The EU’s Digital Services Act mandates greater researcher data access from platforms; Mozilla and the National Conference on Citizenship investigated 19 platforms’ responses

(BRUSSELS, BELGIUM | AUGUST 8, 2024) – Tech platforms’ efforts at greater transparency — many in the context of the EU’s Digital Service Act (DSA) — vary widely, according to new research by Mozilla. The findings follow Mozilla’s recent, more narrow investigation into platforms’ ad transparency libraries. This latest assessment offers a snapshot of each platform’s offerings as of May 2024, recognizing that many programs are new and evolving.

The research, titled ”Public Data Access Programs - A First Look”, is the first-ever initiative to systematically evaluate the data access programs of 19 major platforms based on the needs of the public interest research community. It entails a detailed scorecard ranking each platform, informed by 47 criteria grouped into five categories: Quality, Ease of Use, Accessibility, Terms of Use, and Privacy and Security.

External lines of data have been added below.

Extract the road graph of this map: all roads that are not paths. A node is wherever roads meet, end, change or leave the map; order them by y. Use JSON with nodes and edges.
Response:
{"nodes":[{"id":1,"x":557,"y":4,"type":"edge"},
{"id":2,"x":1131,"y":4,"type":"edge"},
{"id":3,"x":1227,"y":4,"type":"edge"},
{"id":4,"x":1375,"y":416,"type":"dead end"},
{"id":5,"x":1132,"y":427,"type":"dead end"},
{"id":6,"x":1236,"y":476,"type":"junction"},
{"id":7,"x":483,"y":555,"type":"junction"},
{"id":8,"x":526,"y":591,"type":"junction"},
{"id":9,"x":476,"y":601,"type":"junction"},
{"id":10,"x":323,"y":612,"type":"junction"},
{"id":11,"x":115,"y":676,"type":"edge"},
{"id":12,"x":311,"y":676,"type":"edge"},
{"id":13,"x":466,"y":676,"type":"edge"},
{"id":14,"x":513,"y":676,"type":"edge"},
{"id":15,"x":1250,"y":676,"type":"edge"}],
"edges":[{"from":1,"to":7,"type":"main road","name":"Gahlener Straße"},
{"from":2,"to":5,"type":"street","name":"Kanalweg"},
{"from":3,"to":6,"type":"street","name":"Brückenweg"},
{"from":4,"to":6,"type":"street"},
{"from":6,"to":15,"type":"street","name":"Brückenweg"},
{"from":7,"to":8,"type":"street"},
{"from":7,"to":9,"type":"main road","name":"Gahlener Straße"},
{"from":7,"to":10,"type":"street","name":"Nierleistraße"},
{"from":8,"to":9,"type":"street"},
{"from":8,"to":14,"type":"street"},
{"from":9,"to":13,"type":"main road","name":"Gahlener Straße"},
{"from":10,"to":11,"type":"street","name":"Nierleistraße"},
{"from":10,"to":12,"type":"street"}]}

“Data access for researchers, journalists, and NGOs is critical to ensuring that threats to public security and civic discourse are identified,” says Claire Pershan, EU Advocacy Lead Mozilla. “These platforms must be held accountable, and greater transparency is an essential first step.”

Cameron Hickey, CEO, National Conference on Citizenship says “We have witnessed a significant effort to increase researcher data access by some platforms, but there is still a long way to go before researchers actually have the access they need. Platforms already engaged in transparency efforts can do more to expand the kinds of data they provide, and the platforms just getting started can make a more concerted effort to move beyond just taking email requests for data.”

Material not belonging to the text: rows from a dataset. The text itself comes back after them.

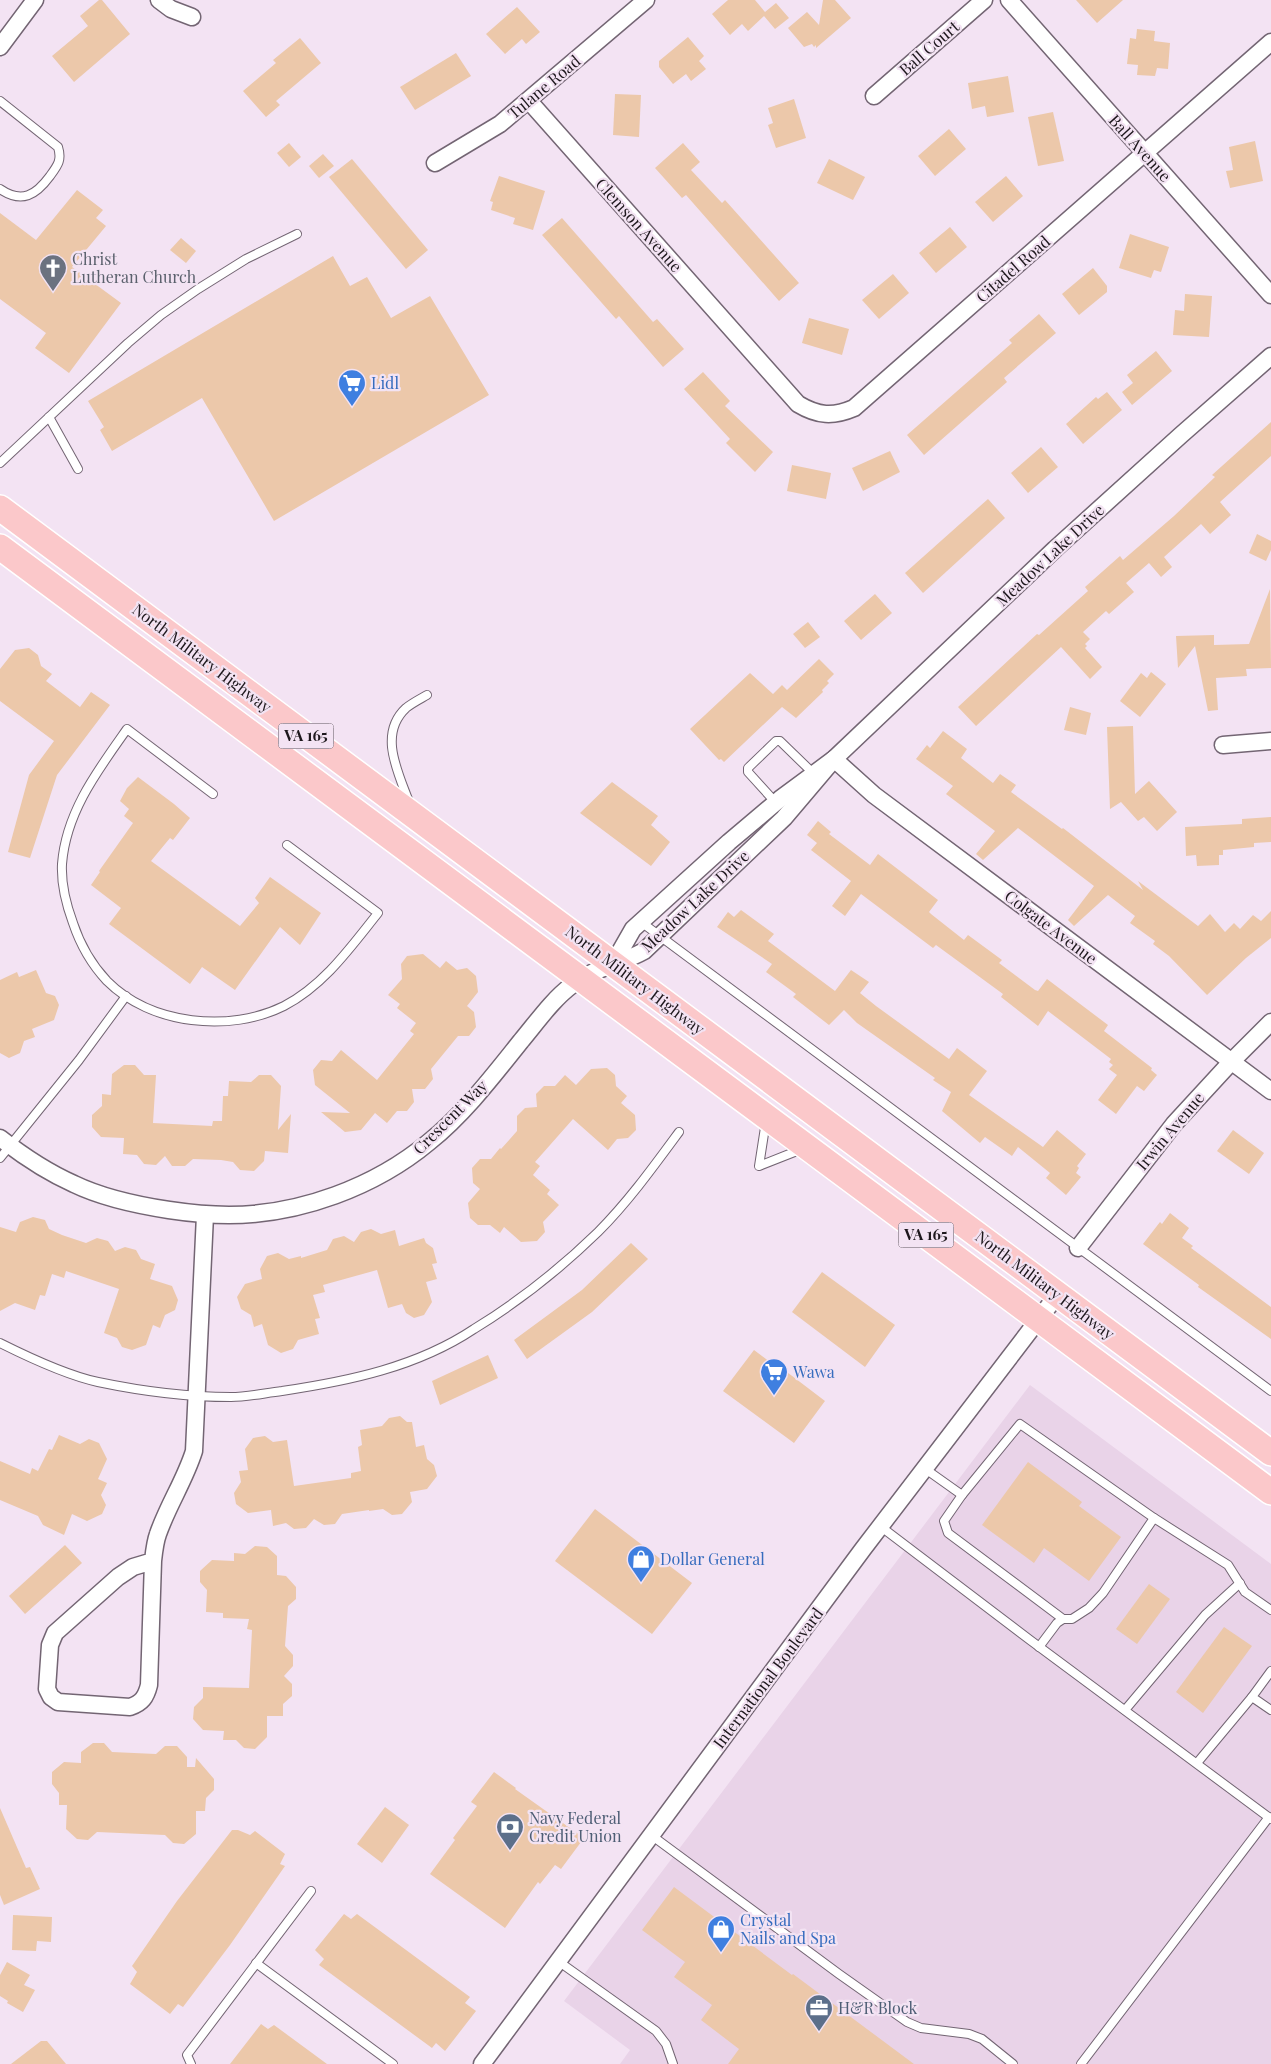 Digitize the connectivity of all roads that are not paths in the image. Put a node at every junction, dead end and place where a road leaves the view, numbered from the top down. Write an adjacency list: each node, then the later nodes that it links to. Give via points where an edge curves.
1 (35, 0): 8 (street)
2 (159, 0): 6 (street)
3 (646, 0): 11 (street, Tulane Road)
4 (984, 0): 9 (street, Ball Court)
5 (1010, 0): 12 (street, Ball Avenue)
6 (192, 17)
7 (1271, 42): 12 (street, Citadel Road)
8 (0, 47)
9 (874, 96)
10 (0, 101): 14 (lane, via 58,147 61,158 36,192 23,197 9,195)
11 (529, 101): 13 (street, Tulane Road, via 500,124); 17 (street, Clemson Avenue)
12 (1145, 154): 16 (street, Ball Avenue); 17 (street, Citadel Road, via 854,408 840,414 811,412 798,404)
13 (435, 164)
14 (0, 189)
15 (297, 234): 19 (lane, via 246,259 161,315)
16 (1271, 295)
17 (750, 349)
18 (1271, 356): 27 (street, Meadow Lake Drive, via 1056,549)
19 (49, 417): 20 (lane); 21 (lane)
20 (0, 463)
21 (78, 469)
22 (0, 508): 32 (main road, North Military Highway / VA 165)
23 (0, 548): 37 (main road, North Military Highway / VA 165)
24 (426, 695): 32 (lane, via 407,707 397,720 392,735 391,751)
25 (1271, 742): 26 (street)
26 (1223, 745)
27 (834, 759): 28 (street, Meadow Lake Drive); 40 (street, Colgate Avenue, via 882,801)
28 (816, 777): 30 (street, Meadow Lake Drive); 30 (lane, via 780,741 776,741 748,768 748,772); 31 (street, Meadow Lake Drive)
29 (214, 794): 38 (lane, via 127,729 92,778 78,806 62,863 67,908 92,961)
30 (776, 803): 31 (lane); 34 (street, Meadow Lake Drive)
31 (788, 814): 35 (street, Meadow Lake Drive)
32 (414, 816): 36 (main road, North Military Highway / VA 165)
33 (287, 845): 38 (lane, via 378,914 330,971 284,1006 240,1020 211,1022 183,1019 155,1011)
34 (641, 922): 35 (lane); 36 (street, Meadow Lake Drive, via 633,929)
35 (660, 936): 36 (street, Meadow Lake Drive, via 644,951); 47 (lane)
36 (613, 964): 37 (street, Crescent Way); 48 (main road, North Military Highway / VA 165)
37 (581, 978): 42 (main road, North Military Highway / VA 165); 46 (street, Crescent Way, via 554,1000 463,1109 402,1163 371,1180 304,1204 264,1212)
38 (126, 996): 44 (lane, via 79,1060)
39 (1271, 1022): 40 (street, Irwin Avenue)
40 (1232, 1061): 41 (street, Colgate Avenue); 47 (street, Irwin Avenue, via 1174,1124)
41 (1271, 1091)
42 (767, 1117): 45 (main road, North Military Highway / VA 165); 45 (lane, via 759,1166)
43 (679, 1132): 52 (lane, via 598,1232 517,1300 466,1334 404,1364 363,1376 233,1397)
44 (3, 1147): 46 (street, Crescent Way, via 74,1185 103,1196 147,1207)
45 (808, 1147): 49 (main road, North Military Highway / VA 165)
46 (206, 1215): 52 (street)
47 (1078, 1248): 51 (lane)
48 (1058, 1294): 49 (street, International Boulevard); 53 (main road, North Military Highway / VA 165)
49 (1039, 1319): 54 (street, International Boulevard); 55 (main road, North Military Highway / VA 165)
50 (0, 1343): 52 (lane, via 97,1382)
51 (1271, 1391)
52 (198, 1395): 59 (street, via 194,1450 157,1536)
53 (1271, 1453)
54 (924, 1468): 56 (lane); 58 (street, International Boulevard)
55 (1271, 1492)
56 (962, 1494): 57 (lane, via 1020,1424); 62 (lane, via 944,1521 948,1532)
57 (1154, 1518): 60 (lane, via 1228,1565); 62 (lane, via 1089,1608 1072,1619)
58 (880, 1526): 63 (lane); 70 (street, International Boulevard)
59 (153, 1561): 59 (street, via 118,1577 56,1633 50,1645 47,1689 58,1702 130,1707 140,1703 146,1695 150,1685)
60 (1240, 1583): 61 (lane, via 1245,1592); 66 (lane, via 1205,1615)
61 (1271, 1610)
62 (1063, 1619): 63 (lane, via 1056,1622)
63 (1039, 1647): 66 (lane)
64 (1271, 1672): 65 (lane)
65 (1252, 1697): 67 (lane); 68 (lane)
66 (1125, 1710): 68 (lane)
67 (1271, 1710)
68 (1197, 1763): 69 (lane)
69 (1270, 1818): 79 (lane)
70 (652, 1835): 72 (street, International Boulevard); 78 (lane, via 907,2022 921,2028 969,2034 982,2039)
71 (311, 1891): 73 (lane)
72 (558, 1961): 76 (street, International Boulevard); 77 (lane, via 656,2031 666,2044)
73 (256, 1963): 74 (lane, via 187,2055); 75 (lane)
74 (191, 2064)
75 (393, 2064)
76 (482, 2064)
77 (673, 2064)
78 (1014, 2064)
79 (1081, 2064)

These findings come amid a historic election year, with dozens of democratic contests happening globally and billions of people eligible to vote.

The 19 platforms investigated vary greatly in how they provide data access and transparency. For example:

  • Five platforms offer formal programs to researchers: Facebook/Instagram (Meta), TikTok, AliExpress, LinkedIn, and Google Search.
  • Five platforms make existing APIs and access programs available to researchers: Bing, Google Maps, Wikipedia, X (Twitter), and YouTube
  • Several platforms grant researchers permission to scrape, either explicitly or implicitly: Alphabet (Google Play, Shopping, Search, and YouTube) as well as Booking.com, Amazon Store, and Pinterest
  • Three platforms enable researchers to request data: LinkedIn, Pinterest, and Snapchat

In addition to scoring platforms based on a developed set of criteria, the authors provide several concrete recommendations for improvements. This research complements Mozilla’s other work around the 2024 elections, like examining platforms’ election integrity policies and grading synthetic content detection techniques.

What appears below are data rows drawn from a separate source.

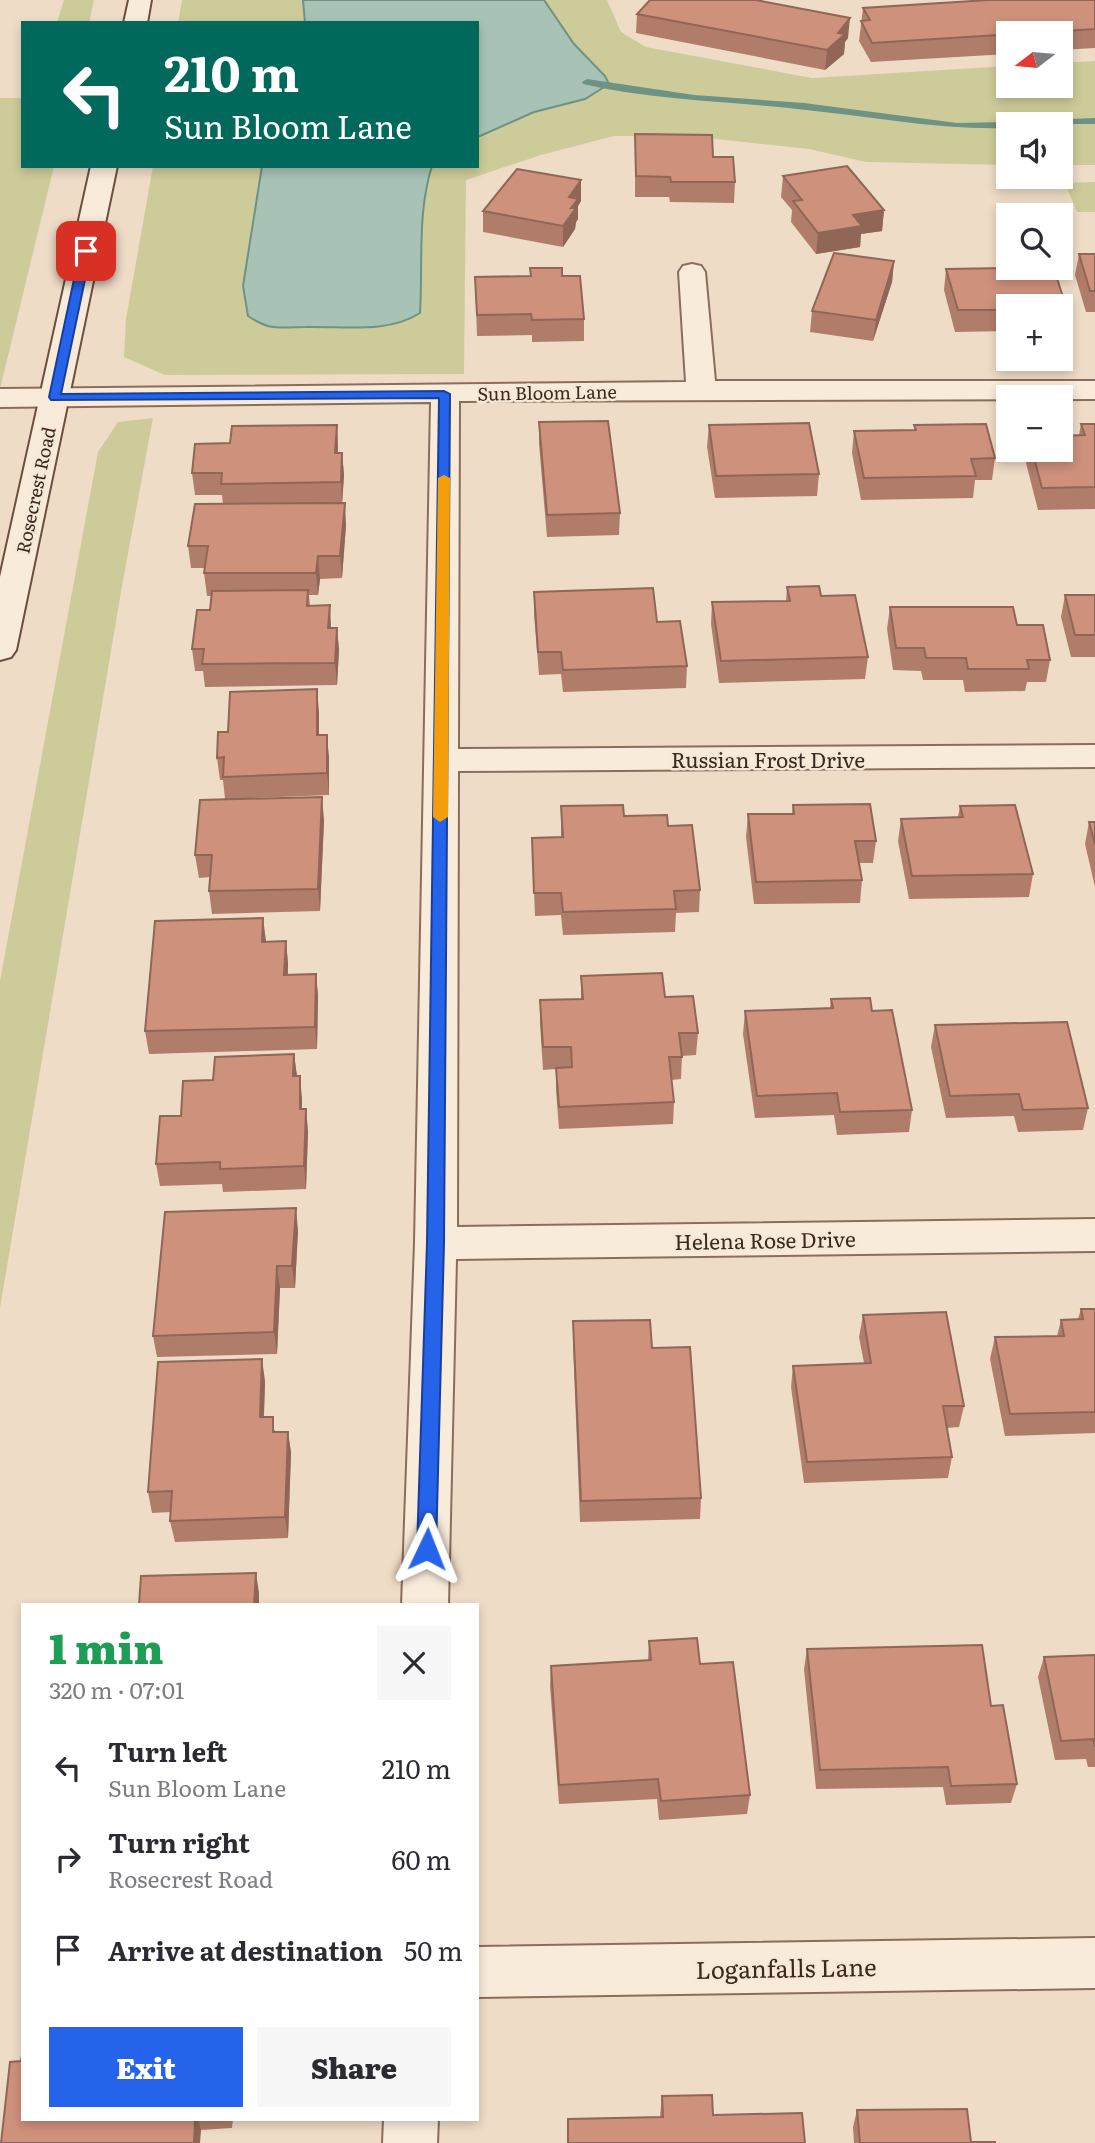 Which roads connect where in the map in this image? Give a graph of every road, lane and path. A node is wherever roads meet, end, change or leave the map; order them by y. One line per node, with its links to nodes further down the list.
1 (140, 0): 2 (street)
2 (135, 21)
3 (104, 168): 8 (street, Rosecrest Road)
4 (692, 272): 5 (street)
5 (701, 390): 6 (street, Sun Bloom Lane); 7 (street, Sun Bloom Lane)
6 (1095, 390)
7 (444, 394): 8 (street, Sun Bloom Lane); 12 (street)
8 (55, 397): 9 (street, Sun Bloom Lane); 10 (street, Rosecrest Road)
9 (0, 398)
10 (0, 650)
11 (1095, 756): 12 (street, Russian Frost Drive)
12 (441, 760): 14 (street)
13 (1095, 1235): 14 (street, Helena Rose Drive)
14 (436, 1243): 15 (street)
15 (425, 1603)
16 (1095, 1963): 17 (street, Loganfalls Lane)
17 (479, 1972)
18 (411, 2121): 19 (street)
19 (410, 2143)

Data access for researchers, journalists, and NGOs is critical to ensuring that threats to public security and civic discourse are identified. These platforms must be held accountable, and greater transparency is an essential first step

Claire Pershan, EU Advocacy Lead, Mozilla

Key Findings and Recommendations

Public data access programs are new and often lack visibility and documentation. Many of these large tech platforms have only recently introduced data access programs. Not many researchers have gained access to them, and fewer have systematically probed the data to understand its benefits and limitations. Few programs offer researchers direct technical support and documentation for new programs is limited. Further, many platforms’ programs proved challenging to find. Better visibility for these programs, as well as additional documentation about programs’ offerings, would benefit researchers.

Regulators, platforms, and researchers lack a shared definition of “public data.” Platforms say their programs make “publicly accessible data” available to researchers. However, since this term is not clearly defined, there is no universal standard. A more formal definition of “public data” would enable a better understanding of whether or not platforms are doing as they say.

Platforms could improve the quality of data they offer. Platforms do not provide information about public data as it changes over time, such as engagement and account growth statistics. Meta has previously offered this through CrowdTangle, set to be terminated on August 14th, but this is not currently replicated in Meta’s replacement tool, the Meta Content Library. Platforms also do not generally make clear guarantees about the consistency of data over time, a key concern about reproducibility for researchers.